## PROBLEM DETAILS
Which lines below mention "Serwaa"? Pick each one out.

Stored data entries
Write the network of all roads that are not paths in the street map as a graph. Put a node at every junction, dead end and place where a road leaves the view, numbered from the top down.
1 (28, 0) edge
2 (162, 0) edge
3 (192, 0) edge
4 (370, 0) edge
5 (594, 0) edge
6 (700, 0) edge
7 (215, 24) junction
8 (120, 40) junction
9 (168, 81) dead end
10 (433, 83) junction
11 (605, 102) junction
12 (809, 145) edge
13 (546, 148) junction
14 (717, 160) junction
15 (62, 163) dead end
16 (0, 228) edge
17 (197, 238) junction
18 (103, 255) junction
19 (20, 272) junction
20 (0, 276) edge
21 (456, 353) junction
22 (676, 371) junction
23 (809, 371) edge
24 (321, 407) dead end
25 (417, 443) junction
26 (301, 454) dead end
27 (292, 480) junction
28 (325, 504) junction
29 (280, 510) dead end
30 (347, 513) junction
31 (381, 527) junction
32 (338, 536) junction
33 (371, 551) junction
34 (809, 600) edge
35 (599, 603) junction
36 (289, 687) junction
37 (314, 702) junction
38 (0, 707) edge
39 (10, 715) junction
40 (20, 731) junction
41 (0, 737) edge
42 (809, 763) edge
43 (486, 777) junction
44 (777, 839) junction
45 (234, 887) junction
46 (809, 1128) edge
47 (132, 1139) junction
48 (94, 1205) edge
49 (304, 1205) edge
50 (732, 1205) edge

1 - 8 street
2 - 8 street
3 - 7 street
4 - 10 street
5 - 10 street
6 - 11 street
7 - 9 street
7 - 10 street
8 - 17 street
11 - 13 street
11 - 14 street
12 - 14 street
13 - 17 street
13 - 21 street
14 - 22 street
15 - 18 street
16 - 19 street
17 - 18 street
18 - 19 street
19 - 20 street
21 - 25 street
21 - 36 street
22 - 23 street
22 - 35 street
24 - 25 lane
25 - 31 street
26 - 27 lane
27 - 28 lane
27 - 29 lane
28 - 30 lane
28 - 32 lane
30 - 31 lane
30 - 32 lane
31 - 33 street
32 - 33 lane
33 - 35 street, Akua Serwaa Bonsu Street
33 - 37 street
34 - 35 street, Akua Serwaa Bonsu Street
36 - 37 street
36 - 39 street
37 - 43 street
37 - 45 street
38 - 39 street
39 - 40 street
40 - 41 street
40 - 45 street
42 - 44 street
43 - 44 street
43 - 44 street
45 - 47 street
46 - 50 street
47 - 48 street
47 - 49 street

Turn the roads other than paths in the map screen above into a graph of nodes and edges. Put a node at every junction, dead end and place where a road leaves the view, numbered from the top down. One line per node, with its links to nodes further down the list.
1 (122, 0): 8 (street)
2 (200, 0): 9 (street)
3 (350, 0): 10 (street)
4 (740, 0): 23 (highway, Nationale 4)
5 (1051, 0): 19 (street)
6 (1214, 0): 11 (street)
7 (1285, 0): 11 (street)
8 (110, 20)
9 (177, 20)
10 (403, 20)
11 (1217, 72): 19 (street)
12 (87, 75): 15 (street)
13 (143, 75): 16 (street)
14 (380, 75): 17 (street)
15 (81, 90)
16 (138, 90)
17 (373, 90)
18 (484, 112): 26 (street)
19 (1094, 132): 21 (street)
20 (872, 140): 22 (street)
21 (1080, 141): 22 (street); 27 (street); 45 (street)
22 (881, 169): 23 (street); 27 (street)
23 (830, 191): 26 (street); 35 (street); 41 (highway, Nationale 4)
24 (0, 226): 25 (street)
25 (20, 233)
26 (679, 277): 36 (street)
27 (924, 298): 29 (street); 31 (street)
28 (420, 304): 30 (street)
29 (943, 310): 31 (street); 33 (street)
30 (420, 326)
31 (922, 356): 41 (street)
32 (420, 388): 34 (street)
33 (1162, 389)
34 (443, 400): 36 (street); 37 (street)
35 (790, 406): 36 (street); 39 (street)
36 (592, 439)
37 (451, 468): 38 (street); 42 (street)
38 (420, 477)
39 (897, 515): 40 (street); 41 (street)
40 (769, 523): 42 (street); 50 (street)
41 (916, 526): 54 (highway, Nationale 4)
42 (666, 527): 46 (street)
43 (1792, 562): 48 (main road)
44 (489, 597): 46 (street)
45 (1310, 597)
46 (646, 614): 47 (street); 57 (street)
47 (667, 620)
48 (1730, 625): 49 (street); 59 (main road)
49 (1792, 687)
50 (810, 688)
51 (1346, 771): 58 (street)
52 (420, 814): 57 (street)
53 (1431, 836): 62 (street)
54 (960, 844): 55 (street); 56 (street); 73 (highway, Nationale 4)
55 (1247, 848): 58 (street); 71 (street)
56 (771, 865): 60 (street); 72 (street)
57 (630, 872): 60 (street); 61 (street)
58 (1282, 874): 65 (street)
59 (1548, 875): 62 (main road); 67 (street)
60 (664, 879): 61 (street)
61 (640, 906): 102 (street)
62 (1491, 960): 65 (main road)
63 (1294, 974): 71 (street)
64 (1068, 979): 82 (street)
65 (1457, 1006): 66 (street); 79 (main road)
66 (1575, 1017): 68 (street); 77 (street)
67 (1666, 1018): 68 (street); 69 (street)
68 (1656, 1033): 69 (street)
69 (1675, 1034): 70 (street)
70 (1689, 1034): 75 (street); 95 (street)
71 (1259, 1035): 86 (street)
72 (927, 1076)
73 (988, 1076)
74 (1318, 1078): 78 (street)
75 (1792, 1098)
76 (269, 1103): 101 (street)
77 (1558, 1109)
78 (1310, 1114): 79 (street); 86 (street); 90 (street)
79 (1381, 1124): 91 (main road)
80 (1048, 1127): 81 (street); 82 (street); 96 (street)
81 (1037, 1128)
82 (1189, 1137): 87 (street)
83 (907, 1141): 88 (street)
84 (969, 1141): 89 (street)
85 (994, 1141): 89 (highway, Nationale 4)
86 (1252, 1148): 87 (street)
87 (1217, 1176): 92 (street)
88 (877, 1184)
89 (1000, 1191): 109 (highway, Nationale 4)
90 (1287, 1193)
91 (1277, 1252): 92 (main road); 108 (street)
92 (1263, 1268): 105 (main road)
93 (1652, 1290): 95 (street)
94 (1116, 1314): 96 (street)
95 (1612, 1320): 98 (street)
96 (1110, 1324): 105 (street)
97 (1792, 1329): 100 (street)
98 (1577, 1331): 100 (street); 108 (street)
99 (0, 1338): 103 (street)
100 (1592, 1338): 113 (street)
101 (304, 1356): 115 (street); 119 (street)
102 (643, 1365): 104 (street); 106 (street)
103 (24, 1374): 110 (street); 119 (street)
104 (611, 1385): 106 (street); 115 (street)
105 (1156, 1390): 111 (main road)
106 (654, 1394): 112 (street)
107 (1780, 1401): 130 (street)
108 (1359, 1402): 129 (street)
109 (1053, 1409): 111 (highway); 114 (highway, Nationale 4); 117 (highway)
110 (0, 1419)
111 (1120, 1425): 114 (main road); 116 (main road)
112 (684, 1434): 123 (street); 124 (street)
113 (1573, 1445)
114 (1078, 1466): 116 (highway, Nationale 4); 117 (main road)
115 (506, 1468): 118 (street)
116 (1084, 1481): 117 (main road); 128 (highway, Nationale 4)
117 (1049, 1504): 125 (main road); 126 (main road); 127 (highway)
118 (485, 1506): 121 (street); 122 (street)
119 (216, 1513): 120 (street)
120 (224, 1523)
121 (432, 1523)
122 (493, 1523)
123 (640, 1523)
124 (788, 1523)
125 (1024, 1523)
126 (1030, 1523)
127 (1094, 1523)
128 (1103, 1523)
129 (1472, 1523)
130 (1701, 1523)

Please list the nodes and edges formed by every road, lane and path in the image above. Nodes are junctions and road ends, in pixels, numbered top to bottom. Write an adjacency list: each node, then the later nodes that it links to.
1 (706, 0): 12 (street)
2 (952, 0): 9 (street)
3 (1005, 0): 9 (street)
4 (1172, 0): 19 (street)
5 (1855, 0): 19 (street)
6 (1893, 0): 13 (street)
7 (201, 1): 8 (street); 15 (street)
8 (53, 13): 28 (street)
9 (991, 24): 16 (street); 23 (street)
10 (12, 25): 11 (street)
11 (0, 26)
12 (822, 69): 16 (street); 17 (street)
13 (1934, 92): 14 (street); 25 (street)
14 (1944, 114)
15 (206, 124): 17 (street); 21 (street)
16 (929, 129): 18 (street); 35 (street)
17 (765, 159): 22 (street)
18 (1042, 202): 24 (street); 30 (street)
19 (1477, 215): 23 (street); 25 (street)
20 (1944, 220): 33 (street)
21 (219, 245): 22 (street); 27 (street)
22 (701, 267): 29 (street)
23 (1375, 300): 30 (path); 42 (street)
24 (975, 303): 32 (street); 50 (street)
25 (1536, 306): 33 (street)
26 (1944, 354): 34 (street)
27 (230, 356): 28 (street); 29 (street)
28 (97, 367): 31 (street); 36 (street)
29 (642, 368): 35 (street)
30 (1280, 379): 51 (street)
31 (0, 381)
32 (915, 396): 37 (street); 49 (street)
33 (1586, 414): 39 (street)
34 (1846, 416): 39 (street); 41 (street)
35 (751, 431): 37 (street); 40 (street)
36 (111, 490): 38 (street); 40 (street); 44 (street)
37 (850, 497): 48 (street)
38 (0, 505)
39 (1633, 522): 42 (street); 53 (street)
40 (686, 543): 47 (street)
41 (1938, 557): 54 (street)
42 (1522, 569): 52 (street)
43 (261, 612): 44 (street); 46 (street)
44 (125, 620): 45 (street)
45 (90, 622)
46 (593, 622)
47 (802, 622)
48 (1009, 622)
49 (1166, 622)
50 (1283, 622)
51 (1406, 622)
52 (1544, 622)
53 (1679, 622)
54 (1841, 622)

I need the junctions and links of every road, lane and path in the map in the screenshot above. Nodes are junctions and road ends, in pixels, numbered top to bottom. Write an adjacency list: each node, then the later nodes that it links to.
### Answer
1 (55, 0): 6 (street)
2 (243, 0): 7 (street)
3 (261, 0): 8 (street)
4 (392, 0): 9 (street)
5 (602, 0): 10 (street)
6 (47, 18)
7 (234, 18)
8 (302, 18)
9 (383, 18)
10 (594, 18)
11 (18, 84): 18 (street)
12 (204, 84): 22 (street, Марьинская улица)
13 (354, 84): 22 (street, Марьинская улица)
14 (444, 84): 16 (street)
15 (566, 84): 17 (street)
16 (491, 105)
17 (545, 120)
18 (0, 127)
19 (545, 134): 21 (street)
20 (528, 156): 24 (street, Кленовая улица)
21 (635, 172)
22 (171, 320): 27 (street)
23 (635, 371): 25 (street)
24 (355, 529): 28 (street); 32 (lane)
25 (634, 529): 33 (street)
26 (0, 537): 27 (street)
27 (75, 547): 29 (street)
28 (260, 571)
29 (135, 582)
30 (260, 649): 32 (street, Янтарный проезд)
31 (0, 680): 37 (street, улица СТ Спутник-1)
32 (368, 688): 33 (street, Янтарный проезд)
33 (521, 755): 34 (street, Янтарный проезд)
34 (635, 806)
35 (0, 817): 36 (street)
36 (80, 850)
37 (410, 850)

## WRITTEN RESPONSE
33 - 35 street, Akua Serwaa Bonsu Street
34 - 35 street, Akua Serwaa Bonsu Street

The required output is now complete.